Now, the tough part—the game’s victory condition must not be about being on top or being at the bottom. Instead, the goal must be something else, perhaps ensuring the overall survival of the tribe.

Now, suddenly, we see that being at the top, and having no allies, is a choice. Being lower in the status hierarchy is also a choice, and it may be a more satisfying choice. The game is presenting a pattern and a lesson with a specific desired outcome. We need the right feedback in place as well, of course: we should reward all players for sacrificing themselves for the good of the tribe. Perhaps if they are captured in the course of the game, they may no longer act directly, but still score points based on the actions of the players they used to rule. This would represent their legacy—an important psychological driver that mere power fantasies tend not to tackle.

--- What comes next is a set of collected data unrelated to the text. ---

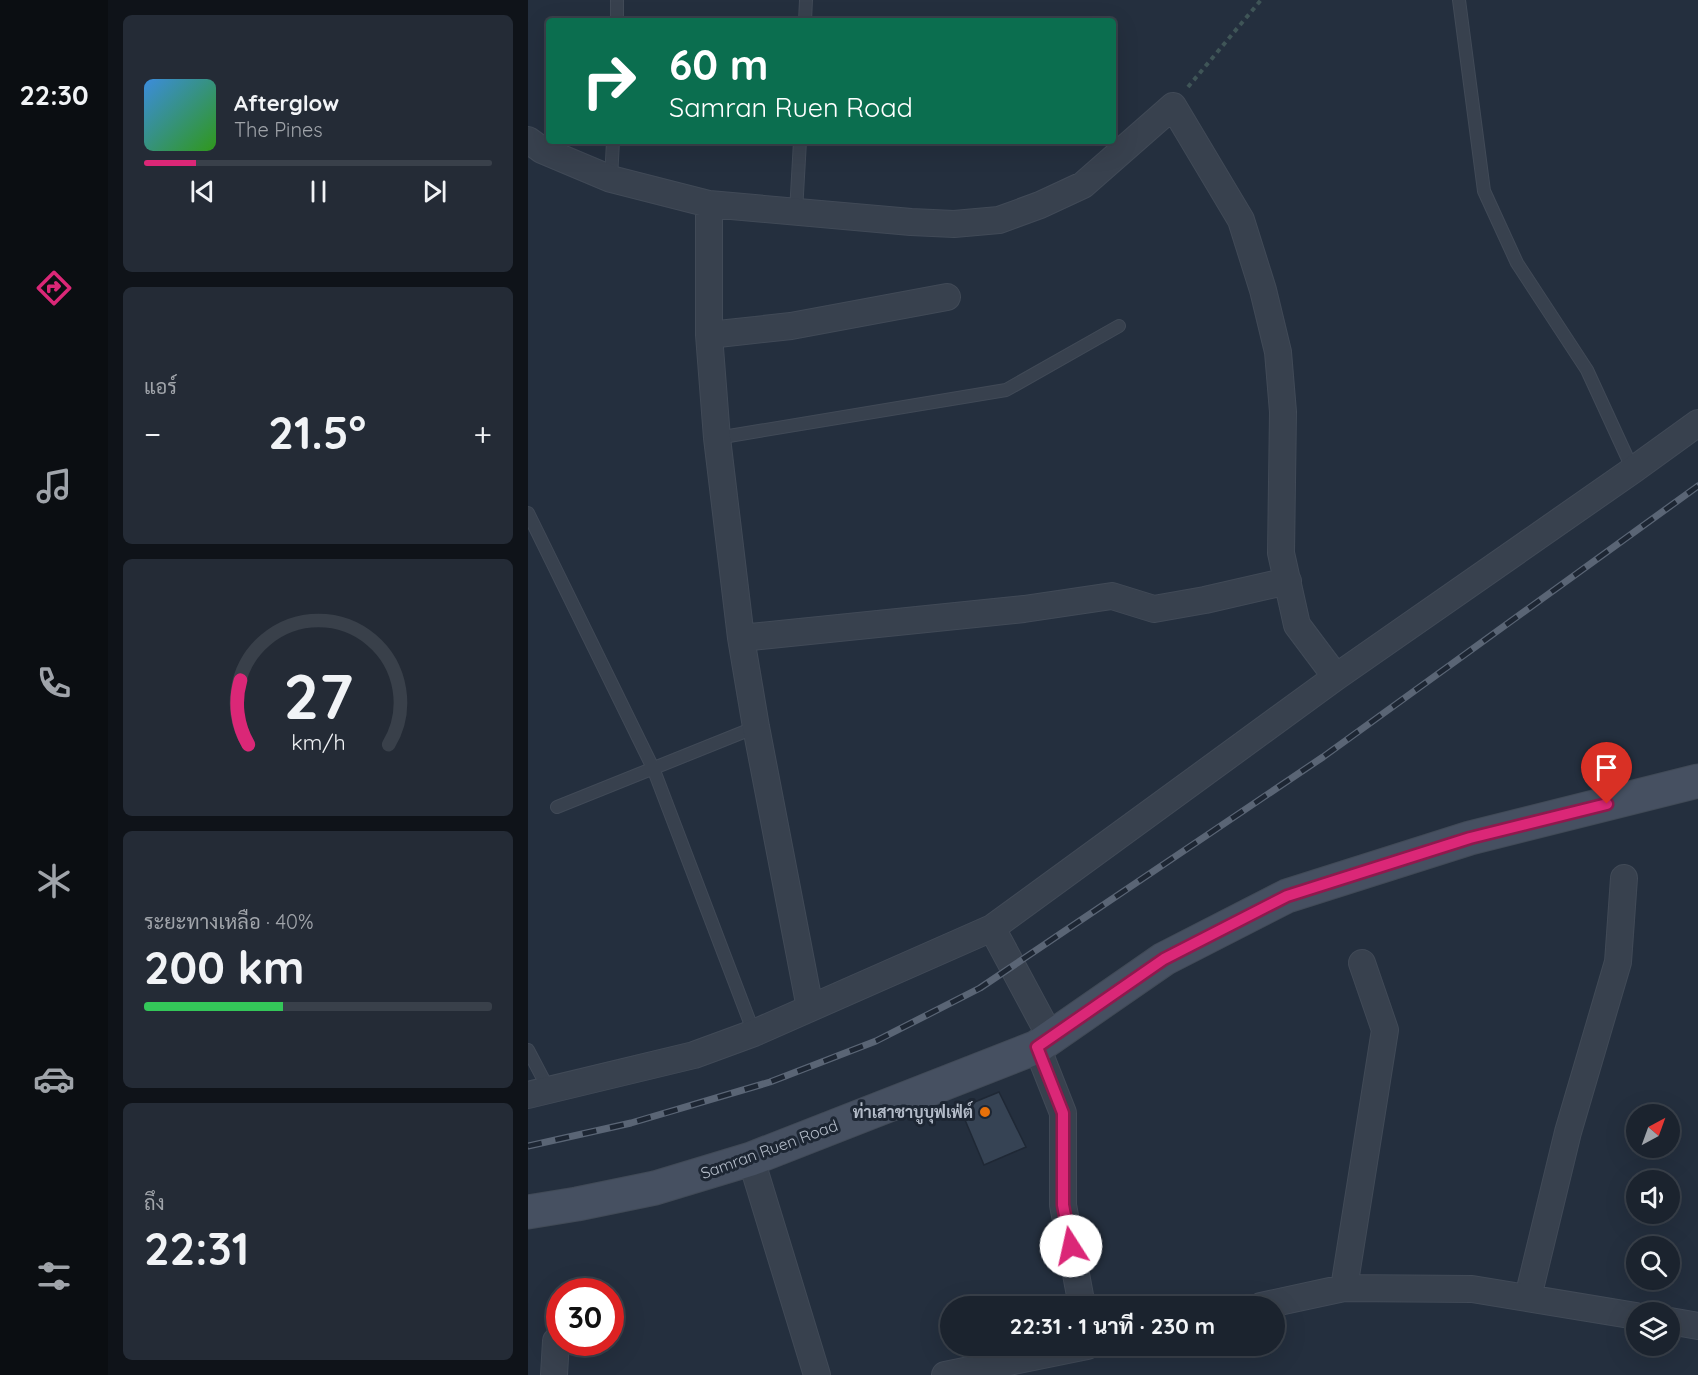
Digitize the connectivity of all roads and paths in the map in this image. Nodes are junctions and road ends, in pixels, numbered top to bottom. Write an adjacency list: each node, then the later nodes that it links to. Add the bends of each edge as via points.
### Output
1 (617, 0): 5 (lane)
2 (806, 0): 6 (lane)
3 (1261, 0): 7 (path)
4 (1459, 0): 19 (lane, via 1484,190 1517,263 1587,370)
5 (617, 18)
6 (806, 18)
7 (1173, 106): 13 (street, via 1083,185 999,220 954,224); 21 (street, via 1241,220 1263,290 1278,352 1283,412 1281,553)
8 (528, 140): 11 (street, via 542,150)
9 (613, 144): 11 (lane)
10 (800, 144): 13 (lane)
11 (611, 179): 12 (street)
12 (709, 204): 13 (street); 16 (street)
13 (796, 212)
14 (947, 297): 16 (street, via 790,326)
15 (1119, 326): 18 (lane, via 1006,390)
16 (709, 335): 18 (street)
17 (1698, 423): 19 (street)
18 (717, 438): 22 (street)
19 (1633, 470): 23 (street)
20 (528, 513): 25 (lane)
21 (1288, 581): 22 (street, via 1154,609 1112,596 1024,609); 23 (street, via 1297,625)
22 (741, 638): 24 (street)
23 (1336, 677): 29 (street)
24 (756, 727): 25 (lane); 31 (street)
25 (653, 768): 27 (lane); 32 (lane)
26 (1698, 781): 33 (street, Samran Ruen Road, via 1470,838 1287,896 1164,959)
27 (557, 807)
28 (1624, 878): 40 (street, via 1618,962 1568,1132)
29 (992, 928): 31 (street); 33 (street)
30 (1362, 963): 38 (street, via 1385,1030)
31 (810, 1008): 32 (street)
32 (754, 1033): 35 (street, via 694,1055)
33 (1044, 1043): 36 (street, Samran Ruen Road); 39 (street, via 1063,1113 1063,1205)
34 (528, 1050): 35 (lane)
35 (538, 1092)
36 (751, 1159): 37 (street, Samran Ruen Road, via 656,1188); 48 (street)
37 (528, 1212)
38 (1344, 1288): 40 (street, via 1472,1289); 41 (street)
39 (1080, 1296)
40 (1528, 1297): 42 (street)
41 (1285, 1301)
42 (1626, 1314)
43 (1680, 1323): 44 (street)
44 (1698, 1326)
45 (555, 1356): 47 (street)
46 (1038, 1356): 49 (street)
47 (554, 1375)
48 (818, 1375)
49 (945, 1375)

There are many possible lessons to be extracted from such a game, and there’s no right answer to the question of choice of strategy. It is simply representing some aspects of the world as it is. It’s crude, and not worked out in detail, but it is an example of a game that might actually teach something subtler than tactics in a simulated battle. We begin to create mechanics that simulate not the projection of power, but lofty concepts like duty, love, honor, and responsibility, and evolutionary ones like “I want my children to have a better life than mine.”

The obstacles to making games—trellises—that shape players in ways we choose are not mechanical ones. The primary obstacle is a state of mind. It’s an attitude. It’s a worldview.

Fundamentally, it is intent.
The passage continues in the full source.